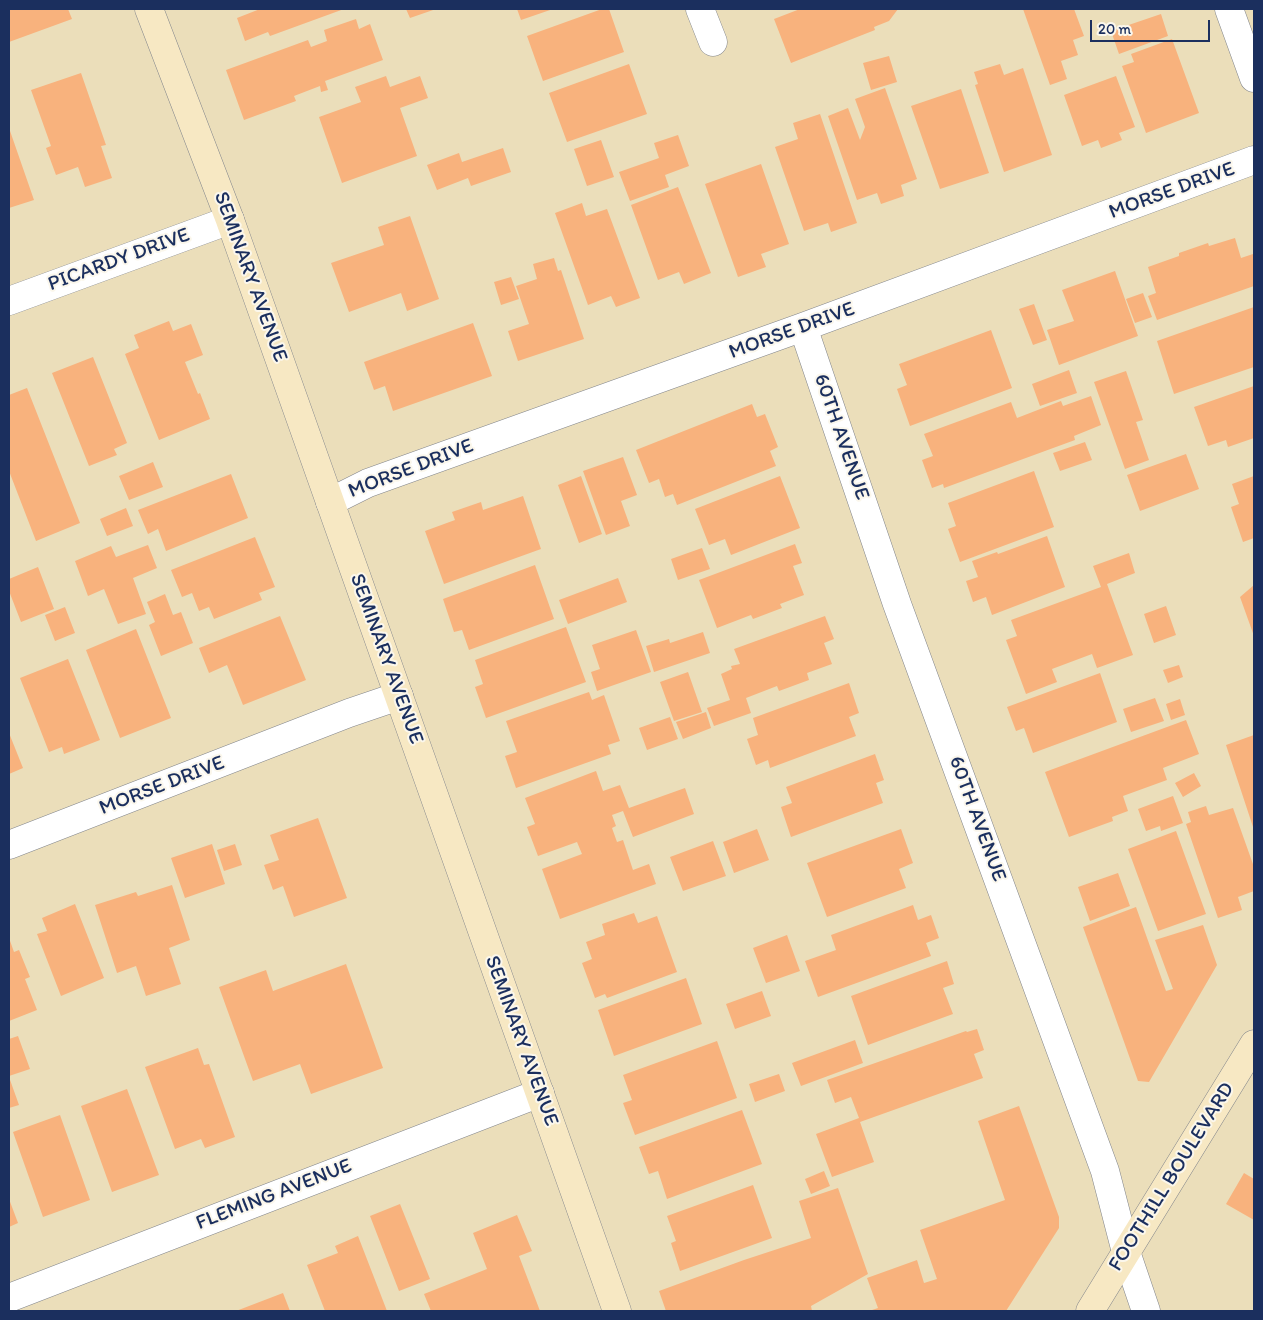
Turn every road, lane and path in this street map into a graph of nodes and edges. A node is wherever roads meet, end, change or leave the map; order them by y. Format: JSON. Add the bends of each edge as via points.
{"nodes":[{"id":1,"x":149,"y":9,"type":"edge"},
{"id":2,"x":700,"y":9,"type":"edge"},
{"id":3,"x":1229,"y":9,"type":"edge"},
{"id":4,"x":713,"y":42,"type":"dead end"},
{"id":5,"x":1254,"y":78,"type":"edge"},
{"id":6,"x":1254,"y":160,"type":"edge"},
{"id":7,"x":230,"y":220,"type":"junction"},
{"id":8,"x":9,"y":301,"type":"edge"},
{"id":9,"x":803,"y":327,"type":"junction"},
{"id":10,"x":330,"y":502,"type":"junction"},
{"id":11,"x":399,"y":696,"type":"junction"},
{"id":12,"x":9,"y":845,"type":"edge"},
{"id":13,"x":1254,"y":1044,"type":"edge"},
{"id":14,"x":540,"y":1093,"type":"junction"},
{"id":15,"x":1126,"y":1252,"type":"junction"},
{"id":16,"x":9,"y":1298,"type":"edge"},
{"id":17,"x":617,"y":1311,"type":"edge"},
{"id":18,"x":1090,"y":1311,"type":"edge"},
{"id":19,"x":1146,"y":1311,"type":"edge"}],
"edges":[{"from":1,"to":7,"type":"street","name":"SEMINARY AVENUE"},
{"from":2,"to":4,"type":"street"},
{"from":3,"to":5,"type":"street"},
{"from":6,"to":9,"type":"street","name":"MORSE DRIVE"},
{"from":7,"to":8,"type":"street","name":"PICARDY DRIVE"},
{"from":7,"to":10,"type":"street","name":"SEMINARY AVENUE"},
{"from":9,"to":10,"type":"street","name":"MORSE DRIVE","via":[[368,483]]},
{"from":9,"to":15,"type":"street","name":"60TH AVENUE","via":[[897,604],[1106,1170]]},
{"from":10,"to":11,"type":"street","name":"SEMINARY AVENUE"},
{"from":11,"to":12,"type":"street","name":"MORSE DRIVE"},
{"from":11,"to":14,"type":"street","name":"SEMINARY AVENUE"},
{"from":13,"to":15,"type":"street","name":"FOOTHILL BOULEVARD"},
{"from":14,"to":16,"type":"street","name":"FLEMING AVENUE"},
{"from":14,"to":17,"type":"street","name":"SEMINARY AVENUE"},
{"from":15,"to":18,"type":"street","name":"FOOTHILL BOULEVARD"},
{"from":15,"to":19,"type":"street","name":"60TH AVENUE"}]}
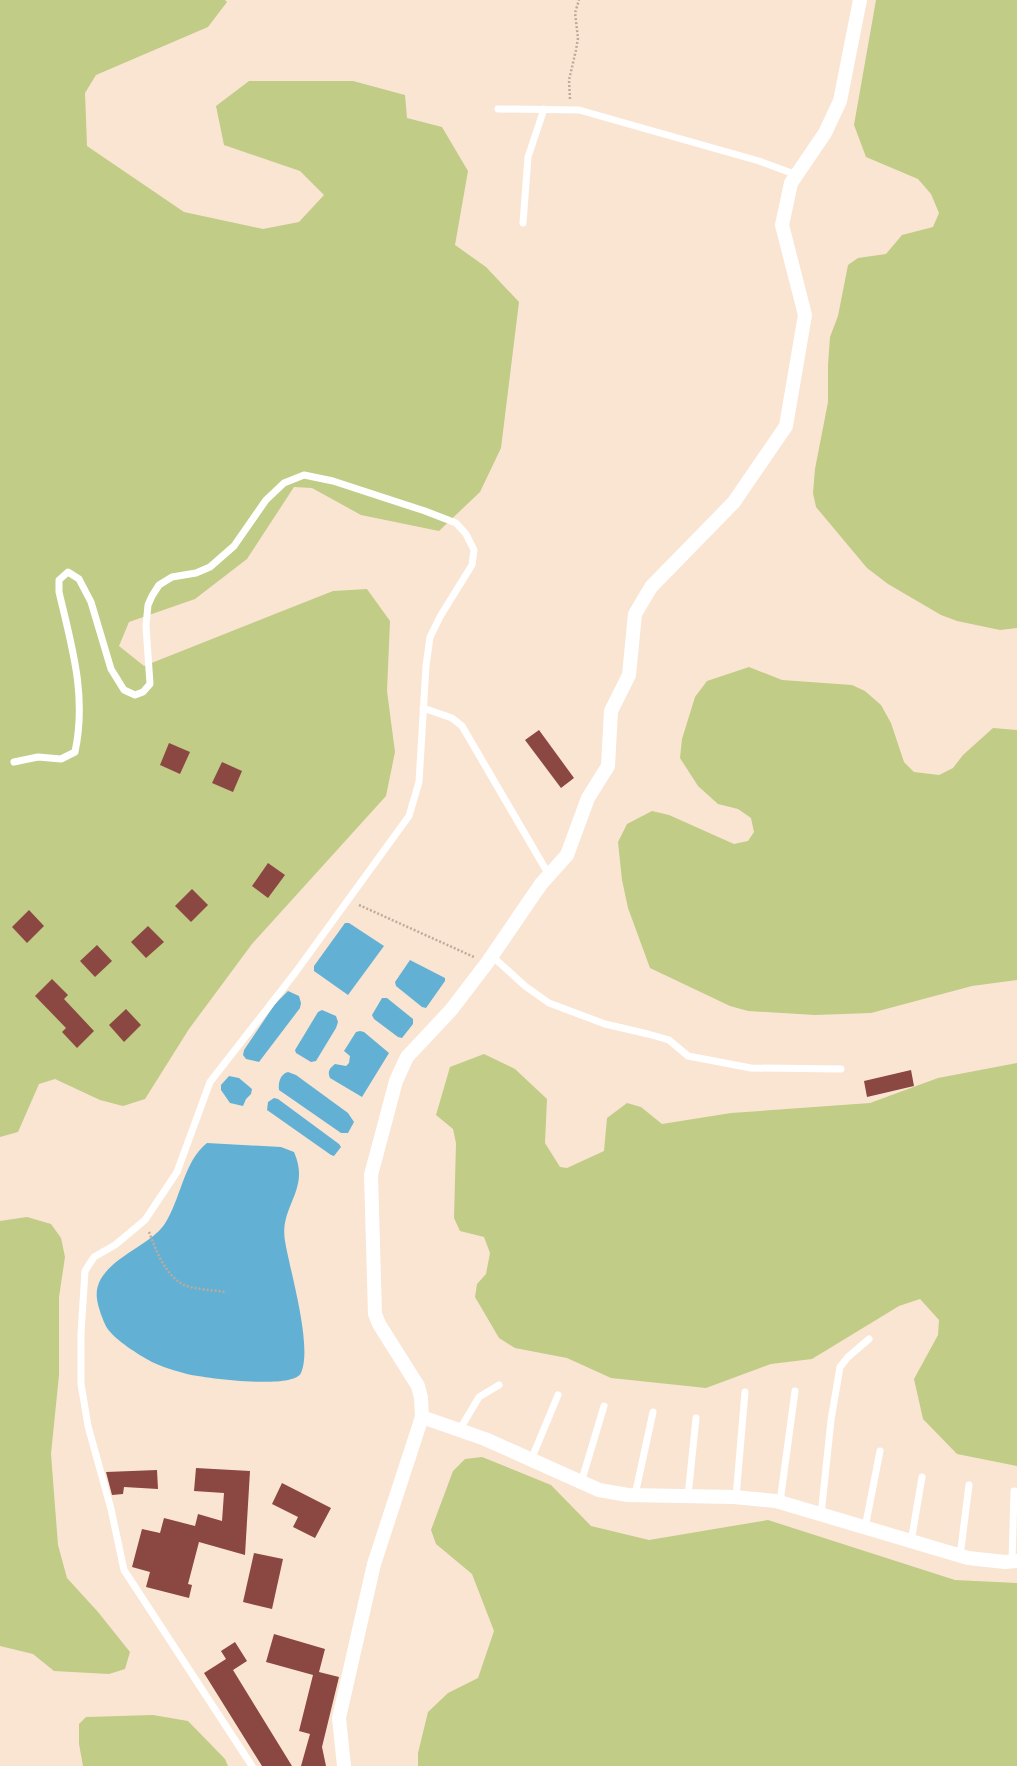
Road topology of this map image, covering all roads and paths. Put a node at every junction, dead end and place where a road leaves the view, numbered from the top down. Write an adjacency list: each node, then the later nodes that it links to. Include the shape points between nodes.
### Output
1 (579, 0): 5 (path, via 575,14 578,38 569,80)
2 (860, 0): 6 (street, via 840,101 826,133)
3 (498, 109): 4 (lane)
4 (544, 109): 5 (lane); 7 (lane, via 528,157)
5 (570, 110): 6 (lane, via 579,110 759,160)
6 (797, 175): 10 (street, via 792,183 782,225 805,315 786,426 734,502 652,587 636,614 629,674 611,711 608,766 588,798 567,855)
7 (523, 223)
8 (423, 708): 9 (lane, via 430,637 441,614 472,565 474,550 466,534 456,523 425,511 334,481 304,475 284,482 266,500 234,546 210,567 196,573 172,577 159,585 148,605 146,626 150,684 143,692 135,695 124,690 111,669 91,602 79,579 68,572 59,580 59,592 80,692 75,752 61,759 38,757); 10 (lane, via 452,718 462,726); 11 (lane, via 419,782 409,816)
9 (14, 762)
10 (549, 875): 12 (street)
11 (347, 900): 12 (path); 14 (lane, via 295,973 210,1082 177,1172)
12 (490, 959): 13 (lane, via 549,1003 605,1024 669,1040 688,1056 751,1068); 23 (street, via 451,1010 407,1057 396,1081 371,1175 375,1314 418,1386)
13 (841, 1069)
14 (145, 1220): 15 (path, via 158,1255 182,1284); 41 (lane, via 115,1245 94,1257 85,1271 81,1377 88,1426 111,1509 124,1570)
15 (225, 1292)
16 (869, 1339): 36 (lane, via 840,1367)
17 (499, 1385): 25 (lane, via 479,1397)
18 (795, 1391): 35 (lane)
19 (745, 1392): 34 (lane)
20 (558, 1395): 27 (lane)
21 (604, 1406): 29 (lane)
22 (653, 1412): 32 (lane)
23 (422, 1417): 25 (street); 42 (street, via 374,1564 339,1718)
24 (696, 1418): 33 (lane)
25 (460, 1429): 27 (street)
26 (880, 1451): 37 (lane)
27 (531, 1460): 29 (street)
28 (922, 1477): 38 (lane)
29 (581, 1483): 32 (street, via 599,1490)
30 (969, 1485): 39 (lane)
31 (1014, 1491): 40 (lane)
32 (635, 1495): 33 (street)
33 (688, 1496): 34 (street)
34 (736, 1497): 35 (street)
35 (780, 1502): 36 (street)
36 (820, 1515): 37 (street)
37 (865, 1528): 38 (street)
38 (911, 1542): 39 (street)
39 (960, 1556): 40 (street)
40 (1015, 1562)
41 (252, 1766)
42 (344, 1766)

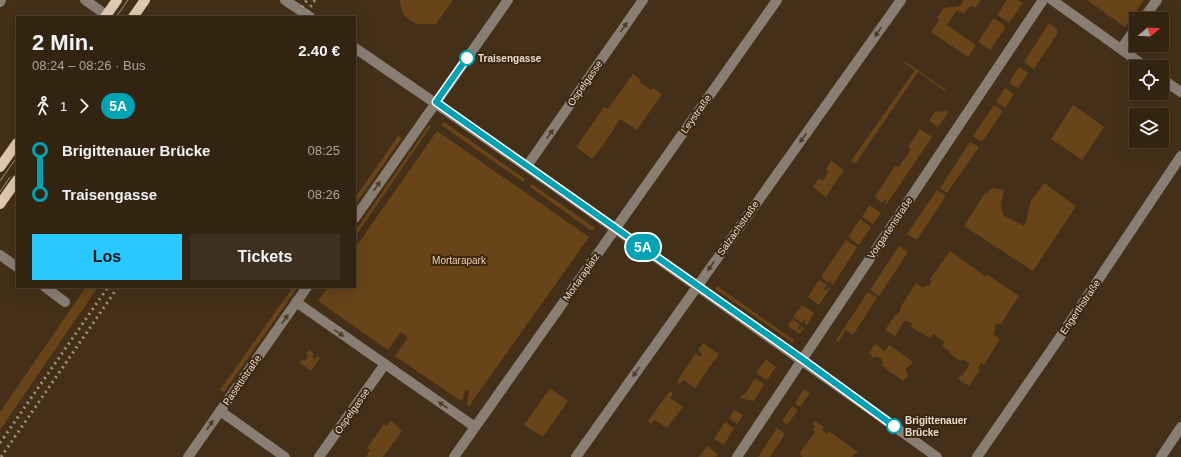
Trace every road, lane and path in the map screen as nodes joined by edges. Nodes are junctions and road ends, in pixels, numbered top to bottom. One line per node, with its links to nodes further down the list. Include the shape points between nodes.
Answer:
1 (85, 0): 13 (street)
2 (117, 0): 13 (main road)
3 (145, 0): 14 (main road)
4 (285, 0): 15 (street)
5 (508, 0): 22 (street)
6 (643, 0): 25 (street, Ospelgasse, one-way to 6)
7 (777, 0): 30 (street, Leystraße)
8 (901, 0): 33 (street, Salzachstraße, one-way to 33)
9 (1043, 0): 38 (street, Vorgartenstraße)
10 (1052, 0): 18 (street)
11 (1157, 0): 12 (street)
12 (1148, 12)
13 (107, 16)
14 (133, 16)
15 (309, 16)
16 (1129, 38): 18 (street)
17 (356, 49): 22 (street)
18 (1121, 49): 19 (street)
19 (1136, 60)
20 (1169, 84): 21 (street)
21 (1181, 92)
22 (436, 102): 25 (street); 29 (street, one-way to 22)
23 (16, 144): 26 (main road)
24 (1181, 156): 50 (street, Engerthstraße)
25 (527, 166): 30 (street)
26 (0, 167)
27 (16, 181): 28 (main road)
28 (0, 204)
29 (356, 217)
30 (616, 228): 33 (street); 41 (street, Mortaraplatz)
31 (0, 255): 32 (street)
32 (16, 266)
33 (698, 286): 38 (street); 47 (street, Salzachstraße, one-way to 47)
34 (46, 288): 36 (street)
35 (306, 288): 37 (street)
36 (65, 302)
37 (296, 302): 39 (street, one-way to 39); 40 (street, Pasettistraße, one-way to 37)
38 (802, 359): 48 (street, Vorgartenstraße); 49 (street)
39 (385, 364): 41 (street, one-way to 39); 45 (street, Ospelgasse)
40 (220, 411): 43 (street, Pasettistraße, one-way to 40); 44 (street)
41 (475, 427): 46 (street)
42 (1181, 427): 51 (street)
43 (188, 457)
44 (285, 457)
45 (319, 457)
46 (454, 457)
47 (576, 457)
48 (737, 457)
49 (937, 457)
50 (977, 457)
51 (1161, 457)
------------------------------------
About this task:
Leave out the pictures and copy everything else in the records word for word.

Worked solution:
Turn every road, lane and path in this street map into a graph of nodes and edges. A node is wherever roads meet, end, change or leave the map; order them by y. Format: JSON. Add the bends of each edge as via points.
{"nodes":[{"id":1,"x":149,"y":9,"type":"edge"},
{"id":2,"x":700,"y":9,"type":"edge"},
{"id":3,"x":1229,"y":9,"type":"edge"},
{"id":4,"x":713,"y":42,"type":"dead end"},
{"id":5,"x":1254,"y":78,"type":"edge"},
{"id":6,"x":1254,"y":160,"type":"edge"},
{"id":7,"x":230,"y":220,"type":"junction"},
{"id":8,"x":9,"y":301,"type":"edge"},
{"id":9,"x":803,"y":327,"type":"junction"},
{"id":10,"x":330,"y":502,"type":"junction"},
{"id":11,"x":399,"y":696,"type":"junction"},
{"id":12,"x":9,"y":845,"type":"edge"},
{"id":13,"x":1254,"y":1044,"type":"edge"},
{"id":14,"x":540,"y":1093,"type":"junction"},
{"id":15,"x":1126,"y":1252,"type":"junction"},
{"id":16,"x":9,"y":1298,"type":"edge"},
{"id":17,"x":617,"y":1311,"type":"edge"},
{"id":18,"x":1090,"y":1311,"type":"edge"},
{"id":19,"x":1146,"y":1311,"type":"edge"}],
"edges":[{"from":1,"to":7,"type":"street","name":"SEMINARY AVENUE"},
{"from":2,"to":4,"type":"street"},
{"from":3,"to":5,"type":"street"},
{"from":6,"to":9,"type":"street","name":"MORSE DRIVE"},
{"from":7,"to":8,"type":"street","name":"PICARDY DRIVE"},
{"from":7,"to":10,"type":"street","name":"SEMINARY AVENUE"},
{"from":9,"to":10,"type":"street","name":"MORSE DRIVE","via":[[368,483]]},
{"from":9,"to":15,"type":"street","name":"60TH AVENUE","via":[[897,604],[1106,1170]]},
{"from":10,"to":11,"type":"street","name":"SEMINARY AVENUE"},
{"from":11,"to":12,"type":"street","name":"MORSE DRIVE"},
{"from":11,"to":14,"type":"street","name":"SEMINARY AVENUE"},
{"from":13,"to":15,"type":"street","name":"FOOTHILL BOULEVARD"},
{"from":14,"to":16,"type":"street","name":"FLEMING AVENUE"},
{"from":14,"to":17,"type":"street","name":"SEMINARY AVENUE"},
{"from":15,"to":18,"type":"street","name":"FOOTHILL BOULEVARD"},
{"from":15,"to":19,"type":"street","name":"60TH AVENUE"}]}
Road topology of this map image, covering all roads and paths. Put a node at every junction, dead end and place where a road leaves the view, numbered from the top down. Write an adjacency list: each node, then the later nodes that it links to. Include the shape points between nodes.
### Output
1 (579, 0): 5 (path, via 575,14 578,38 569,80)
2 (860, 0): 6 (street, via 840,101 826,133)
3 (498, 109): 4 (lane)
4 (544, 109): 5 (lane); 7 (lane, via 528,157)
5 (570, 110): 6 (lane, via 579,110 759,160)
6 (797, 175): 10 (street, via 792,183 782,225 805,315 786,426 734,502 652,587 636,614 629,674 611,711 608,766 588,798 567,855)
7 (523, 223)
8 (423, 708): 9 (lane, via 430,637 441,614 472,565 474,550 466,534 456,523 425,511 334,481 304,475 284,482 266,500 234,546 210,567 196,573 172,577 159,585 148,605 146,626 150,684 143,692 135,695 124,690 111,669 91,602 79,579 68,572 59,580 59,592 80,692 75,752 61,759 38,757); 10 (lane, via 452,718 462,726); 11 (lane, via 419,782 409,816)
9 (14, 762)
10 (549, 875): 12 (street)
11 (347, 900): 12 (path); 14 (lane, via 295,973 210,1082 177,1172)
12 (490, 959): 13 (lane, via 549,1003 605,1024 669,1040 688,1056 751,1068); 23 (street, via 451,1010 407,1057 396,1081 371,1175 375,1314 418,1386)
13 (841, 1069)
14 (145, 1220): 15 (path, via 158,1255 182,1284); 41 (lane, via 115,1245 94,1257 85,1271 81,1377 88,1426 111,1509 124,1570)
15 (225, 1292)
16 (869, 1339): 36 (lane, via 840,1367)
17 (499, 1385): 25 (lane, via 479,1397)
18 (795, 1391): 35 (lane)
19 (745, 1392): 34 (lane)
20 (558, 1395): 27 (lane)
21 (604, 1406): 29 (lane)
22 (653, 1412): 32 (lane)
23 (422, 1417): 25 (street); 42 (street, via 374,1564 339,1718)
24 (696, 1418): 33 (lane)
25 (460, 1429): 27 (street)
26 (880, 1451): 37 (lane)
27 (531, 1460): 29 (street)
28 (922, 1477): 38 (lane)
29 (581, 1483): 32 (street, via 599,1490)
30 (969, 1485): 39 (lane)
31 (1014, 1491): 40 (lane)
32 (635, 1495): 33 (street)
33 (688, 1496): 34 (street)
34 (736, 1497): 35 (street)
35 (780, 1502): 36 (street)
36 (820, 1515): 37 (street)
37 (865, 1528): 38 (street)
38 (911, 1542): 39 (street)
39 (960, 1556): 40 (street)
40 (1015, 1562)
41 (252, 1766)
42 (344, 1766)

Trace every road, lane and path in the map screen as nodes joined by edges. Nodes are junctions and road ends, in pixels, numbered top to bottom. One line per node, with its links to nodes further down the list. Include the shape points between nodes.
Answer:
1 (85, 0): 13 (street)
2 (117, 0): 13 (main road)
3 (145, 0): 14 (main road)
4 (285, 0): 15 (street)
5 (508, 0): 22 (street)
6 (643, 0): 25 (street, Ospelgasse, one-way to 6)
7 (777, 0): 30 (street, Leystraße)
8 (901, 0): 33 (street, Salzachstraße, one-way to 33)
9 (1043, 0): 38 (street, Vorgartenstraße)
10 (1052, 0): 18 (street)
11 (1157, 0): 12 (street)
12 (1148, 12)
13 (107, 16)
14 (133, 16)
15 (309, 16)
16 (1129, 38): 18 (street)
17 (356, 49): 22 (street)
18 (1121, 49): 19 (street)
19 (1136, 60)
20 (1169, 84): 21 (street)
21 (1181, 92)
22 (436, 102): 25 (street); 29 (street, one-way to 22)
23 (16, 144): 26 (main road)
24 (1181, 156): 50 (street, Engerthstraße)
25 (527, 166): 30 (street)
26 (0, 167)
27 (16, 181): 28 (main road)
28 (0, 204)
29 (356, 217)
30 (616, 228): 33 (street); 41 (street, Mortaraplatz)
31 (0, 255): 32 (street)
32 (16, 266)
33 (698, 286): 38 (street); 47 (street, Salzachstraße, one-way to 47)
34 (46, 288): 36 (street)
35 (306, 288): 37 (street)
36 (65, 302)
37 (296, 302): 39 (street, one-way to 39); 40 (street, Pasettistraße, one-way to 37)
38 (802, 359): 48 (street, Vorgartenstraße); 49 (street)
39 (385, 364): 41 (street, one-way to 39); 45 (street, Ospelgasse)
40 (220, 411): 43 (street, Pasettistraße, one-way to 40); 44 (street)
41 (475, 427): 46 (street)
42 (1181, 427): 51 (street)
43 (188, 457)
44 (285, 457)
45 (319, 457)
46 (454, 457)
47 (576, 457)
48 (737, 457)
49 (937, 457)
50 (977, 457)
51 (1161, 457)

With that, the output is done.